I'd rather feel pride in the human race and what we're doing now than identify with some cunt who sunk ships over 200 years ago.
I actually agree with this bit. Seeing as slavery is the contentious subject du jour, maybe rather than bickering about 200 year old statues and a past we can't really do much about, we should be focusing on modern slavery in Libya, Sub Saharan Africa, the Middle East and China. The UK was fairly prominent in the movement to end slavery in the Western World, maybe we should pick that up again and focus on real problems rather than the past?
It's going to be interesting trying to find anyone we can put statues up of any more. Considering people have already found Ghandi, Mandela, MLK and even Abe Lincoln problematic, you can guarantee someone will find an issue.
How can you tell other countries to stop modern day slavery whilst you have statues up of slave traders in your cities?
Statues in cities are there to be revered, there's no other way about it, many statues have been torn down in history, I just think people need to remember that and be grateful that it doesn't include a massacre of the 'other side'.

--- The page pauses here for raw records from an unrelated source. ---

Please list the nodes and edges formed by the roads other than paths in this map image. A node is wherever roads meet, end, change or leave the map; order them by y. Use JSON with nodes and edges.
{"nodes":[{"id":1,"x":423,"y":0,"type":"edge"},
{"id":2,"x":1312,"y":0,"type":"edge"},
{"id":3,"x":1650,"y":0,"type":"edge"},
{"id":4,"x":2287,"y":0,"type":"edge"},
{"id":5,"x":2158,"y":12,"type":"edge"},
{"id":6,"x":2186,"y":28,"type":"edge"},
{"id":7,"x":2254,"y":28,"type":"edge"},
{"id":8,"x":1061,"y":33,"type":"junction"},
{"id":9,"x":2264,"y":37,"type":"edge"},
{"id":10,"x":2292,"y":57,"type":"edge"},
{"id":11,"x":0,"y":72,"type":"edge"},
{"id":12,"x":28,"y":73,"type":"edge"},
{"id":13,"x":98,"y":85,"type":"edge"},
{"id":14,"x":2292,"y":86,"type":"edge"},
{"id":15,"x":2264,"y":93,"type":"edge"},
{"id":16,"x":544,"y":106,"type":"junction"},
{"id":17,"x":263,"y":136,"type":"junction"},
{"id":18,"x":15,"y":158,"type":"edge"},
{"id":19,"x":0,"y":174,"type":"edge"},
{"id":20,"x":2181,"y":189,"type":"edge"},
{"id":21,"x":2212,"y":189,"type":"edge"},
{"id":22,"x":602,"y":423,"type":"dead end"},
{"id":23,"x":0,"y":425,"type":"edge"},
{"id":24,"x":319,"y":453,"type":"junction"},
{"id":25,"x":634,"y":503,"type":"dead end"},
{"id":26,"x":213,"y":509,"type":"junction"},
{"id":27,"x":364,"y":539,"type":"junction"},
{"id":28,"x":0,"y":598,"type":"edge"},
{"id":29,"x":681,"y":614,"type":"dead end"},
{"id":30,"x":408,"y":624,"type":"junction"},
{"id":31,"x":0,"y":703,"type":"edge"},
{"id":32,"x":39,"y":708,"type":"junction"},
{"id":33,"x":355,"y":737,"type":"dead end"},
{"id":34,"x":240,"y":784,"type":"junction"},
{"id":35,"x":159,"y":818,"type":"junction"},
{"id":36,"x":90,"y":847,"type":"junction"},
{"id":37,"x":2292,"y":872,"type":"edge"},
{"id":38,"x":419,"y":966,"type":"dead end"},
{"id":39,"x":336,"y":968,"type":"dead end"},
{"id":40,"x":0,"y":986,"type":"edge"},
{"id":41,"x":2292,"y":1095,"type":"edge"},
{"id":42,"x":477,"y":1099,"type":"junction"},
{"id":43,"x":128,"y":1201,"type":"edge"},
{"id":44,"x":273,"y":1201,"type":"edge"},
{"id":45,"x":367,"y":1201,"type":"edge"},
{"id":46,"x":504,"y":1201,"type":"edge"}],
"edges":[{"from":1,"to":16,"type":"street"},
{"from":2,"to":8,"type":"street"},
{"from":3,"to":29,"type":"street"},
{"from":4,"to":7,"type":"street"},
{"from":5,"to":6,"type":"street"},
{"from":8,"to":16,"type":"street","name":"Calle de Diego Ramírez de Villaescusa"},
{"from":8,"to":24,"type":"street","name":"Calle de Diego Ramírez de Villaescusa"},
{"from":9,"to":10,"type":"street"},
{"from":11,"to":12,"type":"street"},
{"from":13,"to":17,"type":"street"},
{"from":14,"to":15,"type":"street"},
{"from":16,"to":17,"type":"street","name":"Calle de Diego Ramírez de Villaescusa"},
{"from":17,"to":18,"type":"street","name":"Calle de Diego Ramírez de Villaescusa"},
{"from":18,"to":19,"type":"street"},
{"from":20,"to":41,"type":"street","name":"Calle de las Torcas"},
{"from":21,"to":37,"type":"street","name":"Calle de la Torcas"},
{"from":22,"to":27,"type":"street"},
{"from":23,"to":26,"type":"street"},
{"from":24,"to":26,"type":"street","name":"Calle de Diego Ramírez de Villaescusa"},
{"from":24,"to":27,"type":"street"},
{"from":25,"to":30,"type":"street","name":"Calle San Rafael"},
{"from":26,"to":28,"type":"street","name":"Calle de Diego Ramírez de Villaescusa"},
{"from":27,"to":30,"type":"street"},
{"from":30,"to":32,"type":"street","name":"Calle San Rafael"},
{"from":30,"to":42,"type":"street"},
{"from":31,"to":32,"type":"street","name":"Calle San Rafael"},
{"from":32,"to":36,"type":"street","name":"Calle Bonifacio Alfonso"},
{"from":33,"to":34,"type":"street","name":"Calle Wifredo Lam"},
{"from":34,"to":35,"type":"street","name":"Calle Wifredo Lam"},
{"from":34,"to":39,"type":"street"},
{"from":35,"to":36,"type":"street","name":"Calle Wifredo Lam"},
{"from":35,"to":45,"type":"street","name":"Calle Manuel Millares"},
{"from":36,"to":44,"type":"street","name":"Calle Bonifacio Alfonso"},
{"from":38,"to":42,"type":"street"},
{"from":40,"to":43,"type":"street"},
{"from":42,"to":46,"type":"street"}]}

Obvious controversial statues such as the slave traders do belong in museums, Churchill? Personally I'd say that belongs in a museum too, and in a few generations when WW2 is much more of a distant memory I'm sure they will be in museums, but I can see why it would currently cause upset on the side that doesn't get upset (apparently).
Ultimately the problem is that we still have lots of people around like @Job who are vermin fascist fucks, (See complaining about EDL protests being shut down, then inciting violence against BLM protesters. Oh and also he has the right to tell authority to fuck off but poor black people can't.) and as soon as individuals in that generation dies out who sees their selves superior because of the tone of their skin, we'll finally be able to move on as a planet and hopefully be mature enough to become a 'multi-planet species'.
Until then, we're going to continue to fight over the same cake, rather than baking more.
Oh fuck off. Churchill? Con - Imperialist because he was born in the 19th century. Pro - Literally saved Britain and Western Europe (and arguably, the entire world) from the worst evil in history. And you're a history teacher? Sweet christ on a cracker.
#context.
Sure.
Selling slaves was also OK at one point, does that mean we ignore that too whilst spreading our hypocrisy across the world?
I'm a history teacher, IE, I give the facts and allow students to come to their own interpretations. I do not indoctrinate a false narrative of history 'because we won'.
Frankly, I'm finding it pretty boring and offensive that people think that because I share my personal opinions on here, it somehow means that I can't act professionally and be impartial. It's a fucking joke tbh.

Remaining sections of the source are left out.